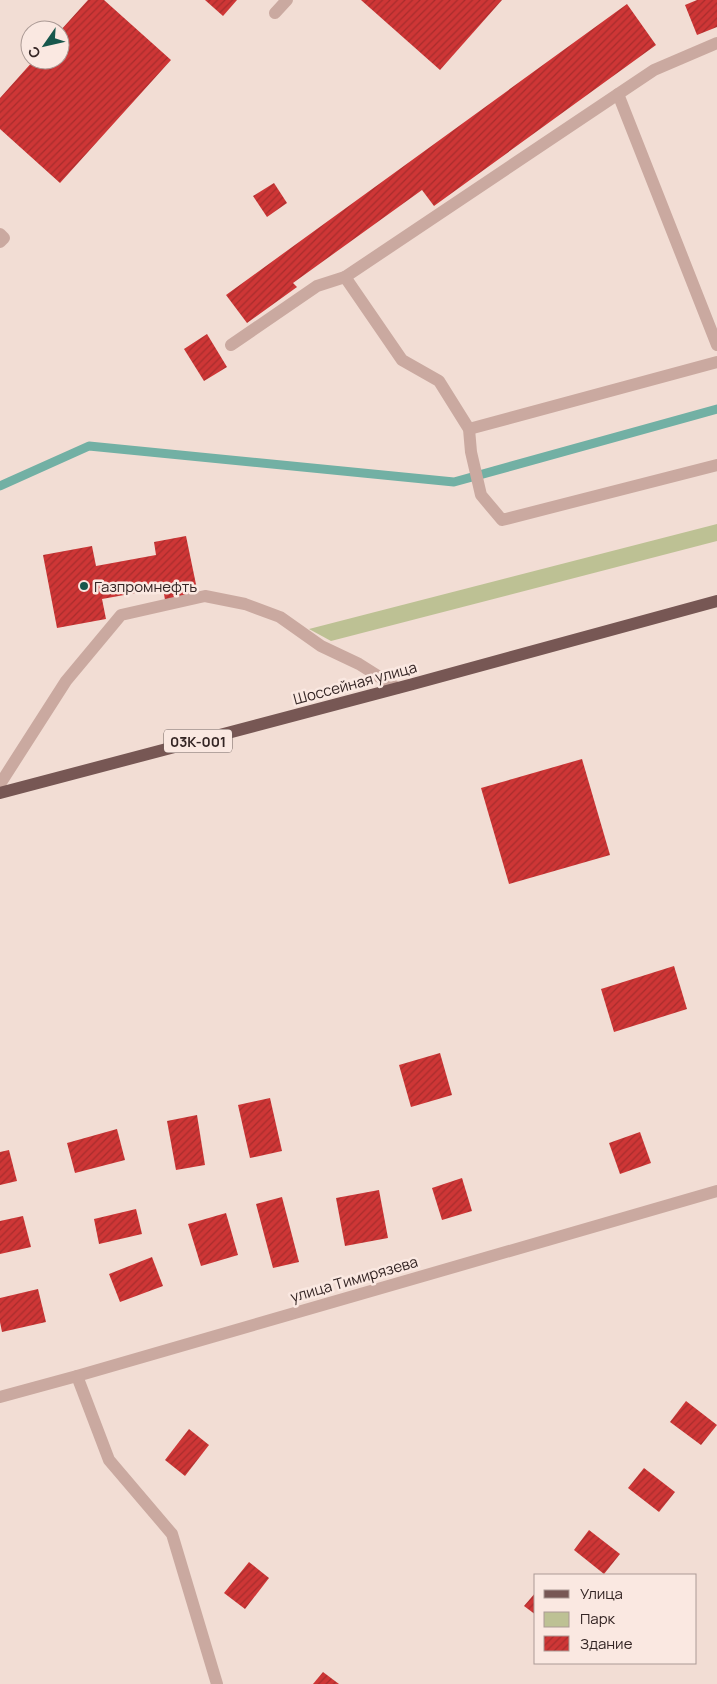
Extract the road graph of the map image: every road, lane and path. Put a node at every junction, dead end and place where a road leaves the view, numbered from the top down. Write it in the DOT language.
graph roads {
  1 [pos="286,0"];
  2 [pos="275,12"];
  3 [pos="717,43"];
  4 [pos="618,94"];
  5 [pos="0,234"];
  6 [pos="0,242"];
  7 [pos="345,277"];
  8 [pos="231,344"];
  9 [pos="717,345"];
  10 [pos="717,362"];
  11 [pos="469,429"];
  12 [pos="717,465"];
  13 [pos="717,601"];
  14 [pos="397,688"];
  15 [pos="0,784"];
  16 [pos="0,793"];
  17 [pos="717,1191"];
  18 [pos="77,1376"];
  19 [pos="0,1397"];
  20 [pos="217,1684"];
  1 -- 2 [label="street"];
  3 -- 4 [label="street"];
  4 -- 7 [label="street"];
  4 -- 9 [label="street"];
  5 -- 6 [label="street"];
  7 -- 8 [label="street"];
  7 -- 11 [label="street"];
  10 -- 11 [label="street"];
  11 -- 12 [label="street"];
  13 -- 14 [label="main road, Шоссейная улица / 03К-001"];
  14 -- 15 [label="street"];
  14 -- 16 [label="main road, Шоссейная улица / 03К-001"];
  17 -- 18 [label="street, улица Тимирязева"];
  18 -- 19 [label="street, улица Тимирязева"];
  18 -- 20 [label="street"];
}
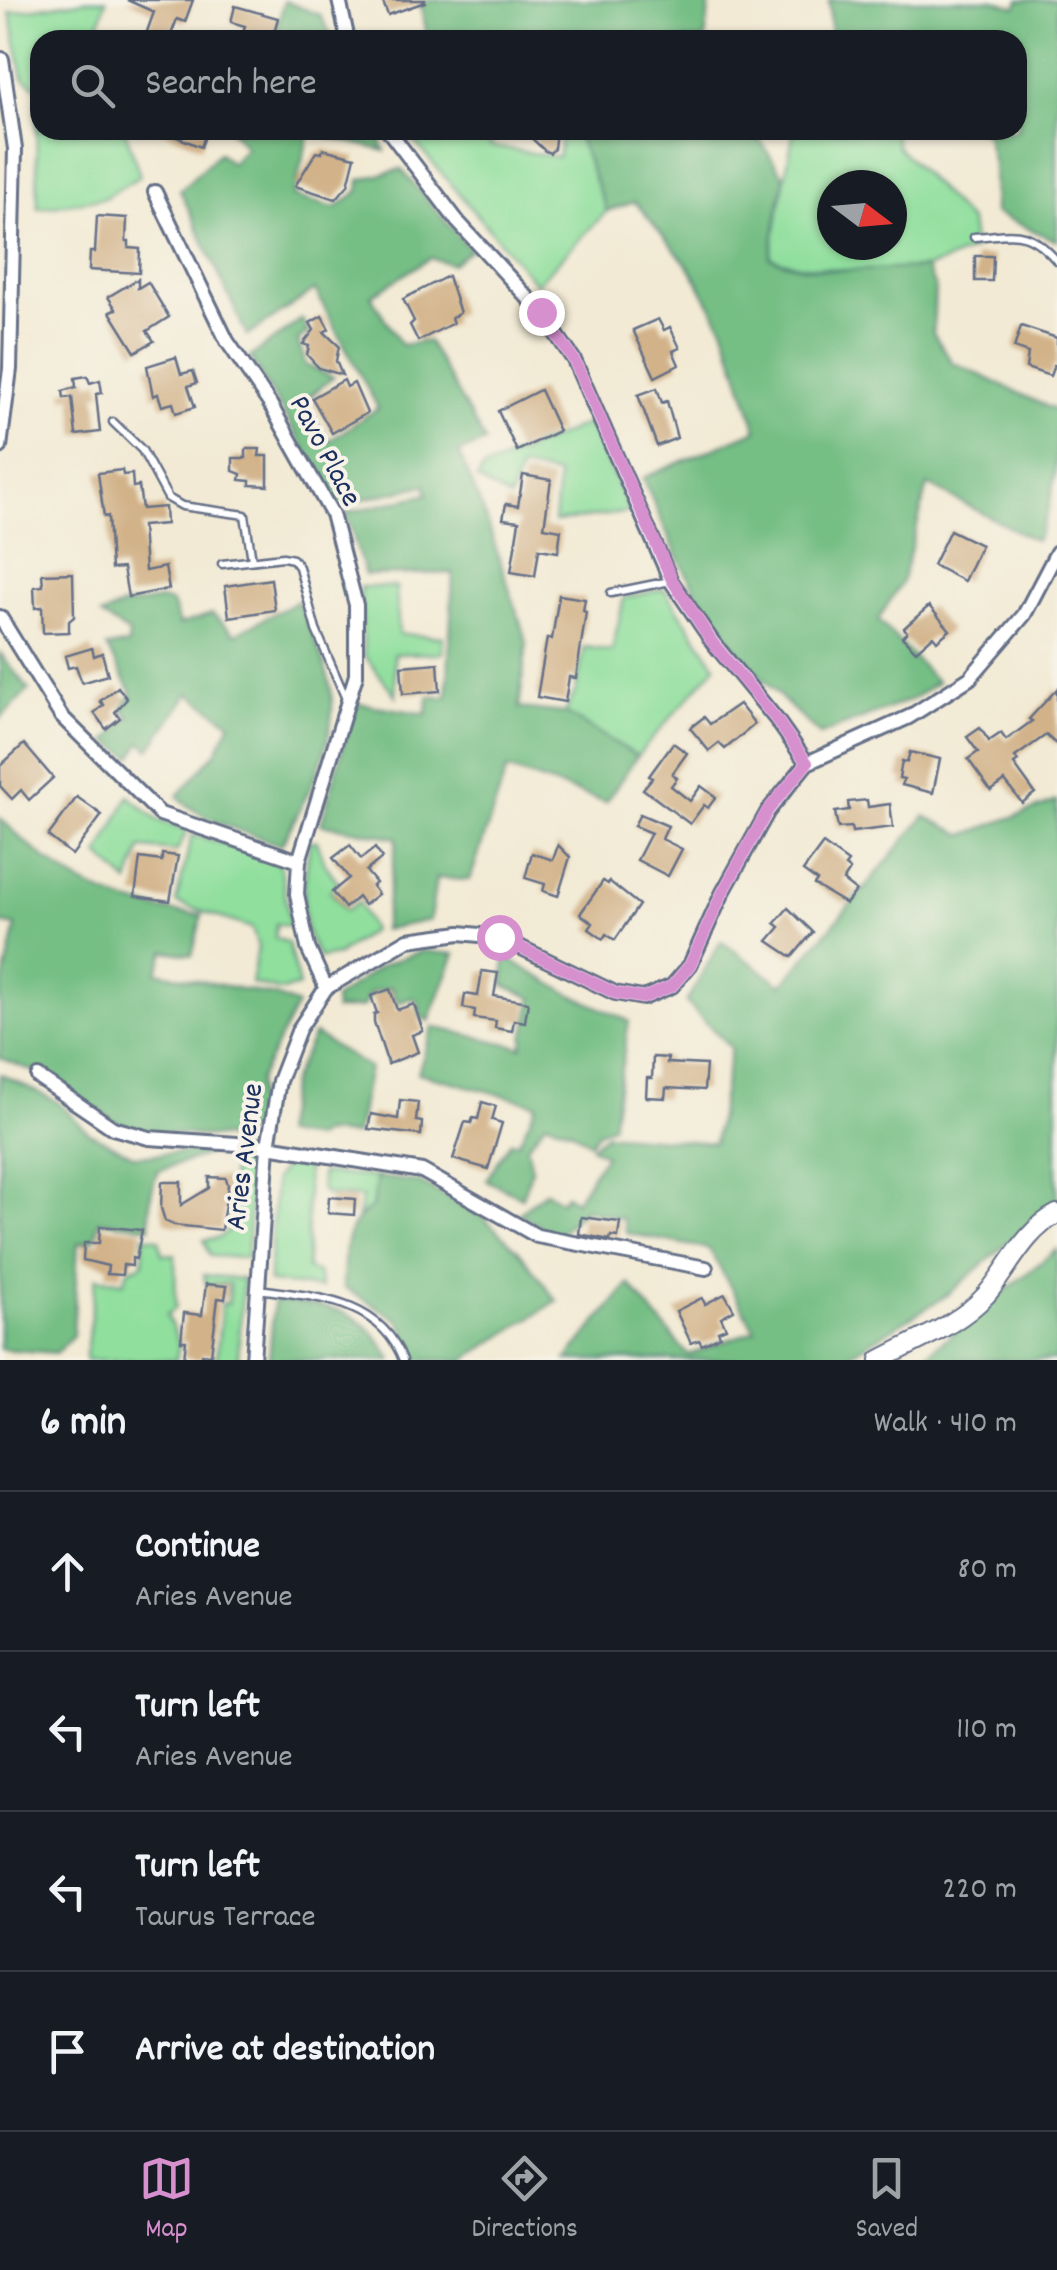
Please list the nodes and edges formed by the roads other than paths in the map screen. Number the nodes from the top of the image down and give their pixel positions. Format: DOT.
graph roads {
  1 [pos="337,0"];
  2 [pos="345,30"];
  3 [pos="2,59"];
  4 [pos="396,140"];
  5 [pos="156,192"];
  6 [pos="974,238"];
  7 [pos="1057,261"];
  8 [pos="113,422"];
  9 [pos="0,447"];
  10 [pos="1057,552"];
  11 [pos="252,560"];
  12 [pos="222,564"];
  13 [pos="672,580"];
  14 [pos="611,593"];
  15 [pos="0,617"];
  16 [pos="348,702"];
  17 [pos="807,763"];
  18 [pos="299,860"];
  19 [pos="326,988"];
  20 [pos="38,1077"];
  21 [pos="268,1146"];
  22 [pos="1057,1214"];
  23 [pos="706,1268"];
  24 [pos="258,1289"];
  25 [pos="253,1360"];
  26 [pos="404,1360"];
  27 [pos="880,1360"];
  1 -- 2 [label="street"];
  3 -- 9 [label="street"];
  4 -- 13 [label="street"];
  5 -- 16 [label="street, Pavo Place"];
  6 -- 7 [label="lane"];
  8 -- 11 [label="lane"];
  10 -- 17 [label="street, Aries Avenue"];
  11 -- 12 [label="lane"];
  11 -- 16 [label="lane"];
  13 -- 14 [label="lane"];
  13 -- 17 [label="street"];
  15 -- 18 [label="street"];
  16 -- 18 [label="street, Pavo Place"];
  17 -- 19 [label="street, Aries Avenue"];
  18 -- 19 [label="street, Pavo Place"];
  19 -- 21 [label="street, Aries Avenue"];
  20 -- 21 [label="street"];
  21 -- 23 [label="street"];
  21 -- 24 [label="street, Aries Avenue"];
  22 -- 27 [label="main road"];
  24 -- 25 [label="street, Aries Avenue"];
  24 -- 26 [label="lane"];
}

****************

Your answer must hold the line containing "Please list the" and all lines after it in the entries above, exactly, and nothing else.

Please list the nodes and edges formed by the roads other than paths in the map screen. Number the nodes from the top of the image down and give their pixel positions. Format: DOT.
graph roads {
  1 [pos="337,0"];
  2 [pos="345,30"];
  3 [pos="2,59"];
  4 [pos="396,140"];
  5 [pos="156,192"];
  6 [pos="974,238"];
  7 [pos="1057,261"];
  8 [pos="113,422"];
  9 [pos="0,447"];
  10 [pos="1057,552"];
  11 [pos="252,560"];
  12 [pos="222,564"];
  13 [pos="672,580"];
  14 [pos="611,593"];
  15 [pos="0,617"];
  16 [pos="348,702"];
  17 [pos="807,763"];
  18 [pos="299,860"];
  19 [pos="326,988"];
  20 [pos="38,1077"];
  21 [pos="268,1146"];
  22 [pos="1057,1214"];
  23 [pos="706,1268"];
  24 [pos="258,1289"];
  25 [pos="253,1360"];
  26 [pos="404,1360"];
  27 [pos="880,1360"];
  1 -- 2 [label="street"];
  3 -- 9 [label="street"];
  4 -- 13 [label="street"];
  5 -- 16 [label="street, Pavo Place"];
  6 -- 7 [label="lane"];
  8 -- 11 [label="lane"];
  10 -- 17 [label="street, Aries Avenue"];
  11 -- 12 [label="lane"];
  11 -- 16 [label="lane"];
  13 -- 14 [label="lane"];
  13 -- 17 [label="street"];
  15 -- 18 [label="street"];
  16 -- 18 [label="street, Pavo Place"];
  17 -- 19 [label="street, Aries Avenue"];
  18 -- 19 [label="street, Pavo Place"];
  19 -- 21 [label="street, Aries Avenue"];
  20 -- 21 [label="street"];
  21 -- 23 [label="street"];
  21 -- 24 [label="street, Aries Avenue"];
  22 -- 27 [label="main road"];
  24 -- 25 [label="street, Aries Avenue"];
  24 -- 26 [label="lane"];
}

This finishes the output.